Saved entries
·····

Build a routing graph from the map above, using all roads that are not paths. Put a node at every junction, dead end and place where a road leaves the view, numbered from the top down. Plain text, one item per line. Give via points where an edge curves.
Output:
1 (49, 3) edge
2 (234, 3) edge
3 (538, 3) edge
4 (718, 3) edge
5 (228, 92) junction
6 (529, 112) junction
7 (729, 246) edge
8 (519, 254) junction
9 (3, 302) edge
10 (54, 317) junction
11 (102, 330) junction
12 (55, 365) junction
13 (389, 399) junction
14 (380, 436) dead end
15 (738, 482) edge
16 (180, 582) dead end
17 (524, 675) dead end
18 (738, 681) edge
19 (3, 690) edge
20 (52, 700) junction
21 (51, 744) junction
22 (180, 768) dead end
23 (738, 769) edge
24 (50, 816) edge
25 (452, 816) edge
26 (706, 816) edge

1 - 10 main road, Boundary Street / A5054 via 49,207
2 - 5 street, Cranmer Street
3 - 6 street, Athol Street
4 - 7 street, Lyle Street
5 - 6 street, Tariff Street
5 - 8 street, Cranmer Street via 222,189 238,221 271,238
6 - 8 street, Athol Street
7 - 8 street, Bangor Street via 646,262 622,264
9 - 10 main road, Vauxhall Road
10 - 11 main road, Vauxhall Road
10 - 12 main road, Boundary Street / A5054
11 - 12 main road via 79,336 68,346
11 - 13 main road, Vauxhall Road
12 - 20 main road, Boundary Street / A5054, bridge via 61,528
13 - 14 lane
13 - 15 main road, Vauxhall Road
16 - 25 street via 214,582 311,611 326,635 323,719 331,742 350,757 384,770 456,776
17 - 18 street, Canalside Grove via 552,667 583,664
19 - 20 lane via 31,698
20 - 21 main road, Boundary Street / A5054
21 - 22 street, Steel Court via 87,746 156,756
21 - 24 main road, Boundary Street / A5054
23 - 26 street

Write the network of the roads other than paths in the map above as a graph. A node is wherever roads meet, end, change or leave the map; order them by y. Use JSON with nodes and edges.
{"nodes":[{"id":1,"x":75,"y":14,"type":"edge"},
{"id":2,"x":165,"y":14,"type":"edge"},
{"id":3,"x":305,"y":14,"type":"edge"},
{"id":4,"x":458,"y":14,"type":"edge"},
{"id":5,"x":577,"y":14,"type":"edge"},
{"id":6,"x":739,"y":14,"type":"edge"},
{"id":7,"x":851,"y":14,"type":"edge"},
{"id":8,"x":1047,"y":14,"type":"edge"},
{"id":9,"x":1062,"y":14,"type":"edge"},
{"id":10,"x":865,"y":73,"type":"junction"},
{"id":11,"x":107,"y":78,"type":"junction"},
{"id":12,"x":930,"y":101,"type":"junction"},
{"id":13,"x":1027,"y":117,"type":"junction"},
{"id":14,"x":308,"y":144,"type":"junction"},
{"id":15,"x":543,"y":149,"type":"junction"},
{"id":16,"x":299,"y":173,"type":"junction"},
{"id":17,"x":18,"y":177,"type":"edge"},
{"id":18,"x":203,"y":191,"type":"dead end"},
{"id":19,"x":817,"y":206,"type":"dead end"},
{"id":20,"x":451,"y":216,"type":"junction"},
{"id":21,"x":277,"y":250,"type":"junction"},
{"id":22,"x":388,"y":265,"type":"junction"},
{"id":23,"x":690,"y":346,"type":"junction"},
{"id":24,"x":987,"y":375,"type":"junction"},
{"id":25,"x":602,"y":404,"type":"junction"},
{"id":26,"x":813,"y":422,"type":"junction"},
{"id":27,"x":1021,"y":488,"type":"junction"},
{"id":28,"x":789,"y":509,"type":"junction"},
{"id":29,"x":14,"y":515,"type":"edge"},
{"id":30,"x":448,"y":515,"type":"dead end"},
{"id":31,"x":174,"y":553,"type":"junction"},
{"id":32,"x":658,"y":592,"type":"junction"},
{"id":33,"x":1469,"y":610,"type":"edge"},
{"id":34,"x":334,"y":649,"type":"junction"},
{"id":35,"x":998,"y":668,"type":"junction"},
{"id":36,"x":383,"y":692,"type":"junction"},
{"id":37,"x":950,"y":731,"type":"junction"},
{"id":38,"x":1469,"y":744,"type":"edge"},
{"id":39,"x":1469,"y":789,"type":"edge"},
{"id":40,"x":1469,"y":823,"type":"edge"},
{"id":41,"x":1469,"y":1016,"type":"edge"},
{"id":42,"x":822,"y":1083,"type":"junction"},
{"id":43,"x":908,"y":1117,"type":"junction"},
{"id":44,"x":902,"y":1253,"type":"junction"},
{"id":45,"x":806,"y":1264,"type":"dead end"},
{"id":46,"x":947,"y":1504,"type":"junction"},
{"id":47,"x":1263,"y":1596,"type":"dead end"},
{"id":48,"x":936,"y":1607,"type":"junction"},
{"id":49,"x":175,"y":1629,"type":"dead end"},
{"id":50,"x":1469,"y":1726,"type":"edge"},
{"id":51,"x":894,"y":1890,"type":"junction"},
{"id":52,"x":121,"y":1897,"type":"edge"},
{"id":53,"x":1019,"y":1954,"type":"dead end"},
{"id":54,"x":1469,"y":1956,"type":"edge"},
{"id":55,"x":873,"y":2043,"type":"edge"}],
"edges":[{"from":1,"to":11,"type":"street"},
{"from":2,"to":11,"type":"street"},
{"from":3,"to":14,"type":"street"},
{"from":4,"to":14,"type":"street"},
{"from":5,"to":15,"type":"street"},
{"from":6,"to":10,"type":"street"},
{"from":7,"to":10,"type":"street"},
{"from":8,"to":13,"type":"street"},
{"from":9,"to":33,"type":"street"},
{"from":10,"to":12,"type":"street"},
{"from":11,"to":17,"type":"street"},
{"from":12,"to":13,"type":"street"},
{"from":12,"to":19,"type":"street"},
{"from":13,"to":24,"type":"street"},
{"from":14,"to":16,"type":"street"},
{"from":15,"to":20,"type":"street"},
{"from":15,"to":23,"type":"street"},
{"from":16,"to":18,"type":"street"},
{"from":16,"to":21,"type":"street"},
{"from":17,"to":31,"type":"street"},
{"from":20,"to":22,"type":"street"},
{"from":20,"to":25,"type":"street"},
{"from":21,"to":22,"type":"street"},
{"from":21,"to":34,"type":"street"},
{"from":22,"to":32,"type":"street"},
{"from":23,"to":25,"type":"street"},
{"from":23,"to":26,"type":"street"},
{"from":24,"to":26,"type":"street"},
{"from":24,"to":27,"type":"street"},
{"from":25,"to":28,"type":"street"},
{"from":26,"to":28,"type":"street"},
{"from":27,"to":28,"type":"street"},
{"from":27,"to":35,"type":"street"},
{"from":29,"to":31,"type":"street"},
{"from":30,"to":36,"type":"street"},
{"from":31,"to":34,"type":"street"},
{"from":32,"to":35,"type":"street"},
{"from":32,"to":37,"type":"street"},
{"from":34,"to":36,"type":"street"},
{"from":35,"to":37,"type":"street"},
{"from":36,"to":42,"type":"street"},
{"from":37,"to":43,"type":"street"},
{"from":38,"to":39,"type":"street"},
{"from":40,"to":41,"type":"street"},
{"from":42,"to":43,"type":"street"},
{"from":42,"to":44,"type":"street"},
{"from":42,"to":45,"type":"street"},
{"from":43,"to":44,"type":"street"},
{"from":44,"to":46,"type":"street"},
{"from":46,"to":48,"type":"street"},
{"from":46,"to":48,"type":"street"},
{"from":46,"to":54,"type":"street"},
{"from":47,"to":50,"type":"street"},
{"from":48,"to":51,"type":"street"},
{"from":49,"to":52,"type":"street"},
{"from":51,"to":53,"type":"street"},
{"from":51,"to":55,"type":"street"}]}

·····

REQUIREMENT » Exact copies of all the records are to be printed.

WRITTEN RESPONSE »
Build a routing graph from the map above, using all roads that are not paths. Put a node at every junction, dead end and place where a road leaves the view, numbered from the top down. Plain text, one item per line. Give via points where an edge curves.
Output:
1 (49, 3) edge
2 (234, 3) edge
3 (538, 3) edge
4 (718, 3) edge
5 (228, 92) junction
6 (529, 112) junction
7 (729, 246) edge
8 (519, 254) junction
9 (3, 302) edge
10 (54, 317) junction
11 (102, 330) junction
12 (55, 365) junction
13 (389, 399) junction
14 (380, 436) dead end
15 (738, 482) edge
16 (180, 582) dead end
17 (524, 675) dead end
18 (738, 681) edge
19 (3, 690) edge
20 (52, 700) junction
21 (51, 744) junction
22 (180, 768) dead end
23 (738, 769) edge
24 (50, 816) edge
25 (452, 816) edge
26 (706, 816) edge

1 - 10 main road, Boundary Street / A5054 via 49,207
2 - 5 street, Cranmer Street
3 - 6 street, Athol Street
4 - 7 street, Lyle Street
5 - 6 street, Tariff Street
5 - 8 street, Cranmer Street via 222,189 238,221 271,238
6 - 8 street, Athol Street
7 - 8 street, Bangor Street via 646,262 622,264
9 - 10 main road, Vauxhall Road
10 - 11 main road, Vauxhall Road
10 - 12 main road, Boundary Street / A5054
11 - 12 main road via 79,336 68,346
11 - 13 main road, Vauxhall Road
12 - 20 main road, Boundary Street / A5054, bridge via 61,528
13 - 14 lane
13 - 15 main road, Vauxhall Road
16 - 25 street via 214,582 311,611 326,635 323,719 331,742 350,757 384,770 456,776
17 - 18 street, Canalside Grove via 552,667 583,664
19 - 20 lane via 31,698
20 - 21 main road, Boundary Street / A5054
21 - 22 street, Steel Court via 87,746 156,756
21 - 24 main road, Boundary Street / A5054
23 - 26 street

Write the network of the roads other than paths in the map above as a graph. A node is wherever roads meet, end, change or leave the map; order them by y. Use JSON with nodes and edges.
{"nodes":[{"id":1,"x":75,"y":14,"type":"edge"},
{"id":2,"x":165,"y":14,"type":"edge"},
{"id":3,"x":305,"y":14,"type":"edge"},
{"id":4,"x":458,"y":14,"type":"edge"},
{"id":5,"x":577,"y":14,"type":"edge"},
{"id":6,"x":739,"y":14,"type":"edge"},
{"id":7,"x":851,"y":14,"type":"edge"},
{"id":8,"x":1047,"y":14,"type":"edge"},
{"id":9,"x":1062,"y":14,"type":"edge"},
{"id":10,"x":865,"y":73,"type":"junction"},
{"id":11,"x":107,"y":78,"type":"junction"},
{"id":12,"x":930,"y":101,"type":"junction"},
{"id":13,"x":1027,"y":117,"type":"junction"},
{"id":14,"x":308,"y":144,"type":"junction"},
{"id":15,"x":543,"y":149,"type":"junction"},
{"id":16,"x":299,"y":173,"type":"junction"},
{"id":17,"x":18,"y":177,"type":"edge"},
{"id":18,"x":203,"y":191,"type":"dead end"},
{"id":19,"x":817,"y":206,"type":"dead end"},
{"id":20,"x":451,"y":216,"type":"junction"},
{"id":21,"x":277,"y":250,"type":"junction"},
{"id":22,"x":388,"y":265,"type":"junction"},
{"id":23,"x":690,"y":346,"type":"junction"},
{"id":24,"x":987,"y":375,"type":"junction"},
{"id":25,"x":602,"y":404,"type":"junction"},
{"id":26,"x":813,"y":422,"type":"junction"},
{"id":27,"x":1021,"y":488,"type":"junction"},
{"id":28,"x":789,"y":509,"type":"junction"},
{"id":29,"x":14,"y":515,"type":"edge"},
{"id":30,"x":448,"y":515,"type":"dead end"},
{"id":31,"x":174,"y":553,"type":"junction"},
{"id":32,"x":658,"y":592,"type":"junction"},
{"id":33,"x":1469,"y":610,"type":"edge"},
{"id":34,"x":334,"y":649,"type":"junction"},
{"id":35,"x":998,"y":668,"type":"junction"},
{"id":36,"x":383,"y":692,"type":"junction"},
{"id":37,"x":950,"y":731,"type":"junction"},
{"id":38,"x":1469,"y":744,"type":"edge"},
{"id":39,"x":1469,"y":789,"type":"edge"},
{"id":40,"x":1469,"y":823,"type":"edge"},
{"id":41,"x":1469,"y":1016,"type":"edge"},
{"id":42,"x":822,"y":1083,"type":"junction"},
{"id":43,"x":908,"y":1117,"type":"junction"},
{"id":44,"x":902,"y":1253,"type":"junction"},
{"id":45,"x":806,"y":1264,"type":"dead end"},
{"id":46,"x":947,"y":1504,"type":"junction"},
{"id":47,"x":1263,"y":1596,"type":"dead end"},
{"id":48,"x":936,"y":1607,"type":"junction"},
{"id":49,"x":175,"y":1629,"type":"dead end"},
{"id":50,"x":1469,"y":1726,"type":"edge"},
{"id":51,"x":894,"y":1890,"type":"junction"},
{"id":52,"x":121,"y":1897,"type":"edge"},
{"id":53,"x":1019,"y":1954,"type":"dead end"},
{"id":54,"x":1469,"y":1956,"type":"edge"},
{"id":55,"x":873,"y":2043,"type":"edge"}],
"edges":[{"from":1,"to":11,"type":"street"},
{"from":2,"to":11,"type":"street"},
{"from":3,"to":14,"type":"street"},
{"from":4,"to":14,"type":"street"},
{"from":5,"to":15,"type":"street"},
{"from":6,"to":10,"type":"street"},
{"from":7,"to":10,"type":"street"},
{"from":8,"to":13,"type":"street"},
{"from":9,"to":33,"type":"street"},
{"from":10,"to":12,"type":"street"},
{"from":11,"to":17,"type":"street"},
{"from":12,"to":13,"type":"street"},
{"from":12,"to":19,"type":"street"},
{"from":13,"to":24,"type":"street"},
{"from":14,"to":16,"type":"street"},
{"from":15,"to":20,"type":"street"},
{"from":15,"to":23,"type":"street"},
{"from":16,"to":18,"type":"street"},
{"from":16,"to":21,"type":"street"},
{"from":17,"to":31,"type":"street"},
{"from":20,"to":22,"type":"street"},
{"from":20,"to":25,"type":"street"},
{"from":21,"to":22,"type":"street"},
{"from":21,"to":34,"type":"street"},
{"from":22,"to":32,"type":"street"},
{"from":23,"to":25,"type":"street"},
{"from":23,"to":26,"type":"street"},
{"from":24,"to":26,"type":"street"},
{"from":24,"to":27,"type":"street"},
{"from":25,"to":28,"type":"street"},
{"from":26,"to":28,"type":"street"},
{"from":27,"to":28,"type":"street"},
{"from":27,"to":35,"type":"street"},
{"from":29,"to":31,"type":"street"},
{"from":30,"to":36,"type":"street"},
{"from":31,"to":34,"type":"street"},
{"from":32,"to":35,"type":"street"},
{"from":32,"to":37,"type":"street"},
{"from":34,"to":36,"type":"street"},
{"from":35,"to":37,"type":"street"},
{"from":36,"to":42,"type":"street"},
{"from":37,"to":43,"type":"street"},
{"from":38,"to":39,"type":"street"},
{"from":40,"to":41,"type":"street"},
{"from":42,"to":43,"type":"street"},
{"from":42,"to":44,"type":"street"},
{"from":42,"to":45,"type":"street"},
{"from":43,"to":44,"type":"street"},
{"from":44,"to":46,"type":"street"},
{"from":46,"to":48,"type":"street"},
{"from":46,"to":48,"type":"street"},
{"from":46,"to":54,"type":"street"},
{"from":47,"to":50,"type":"street"},
{"from":48,"to":51,"type":"street"},
{"from":49,"to":52,"type":"street"},
{"from":51,"to":53,"type":"street"},
{"from":51,"to":55,"type":"street"}]}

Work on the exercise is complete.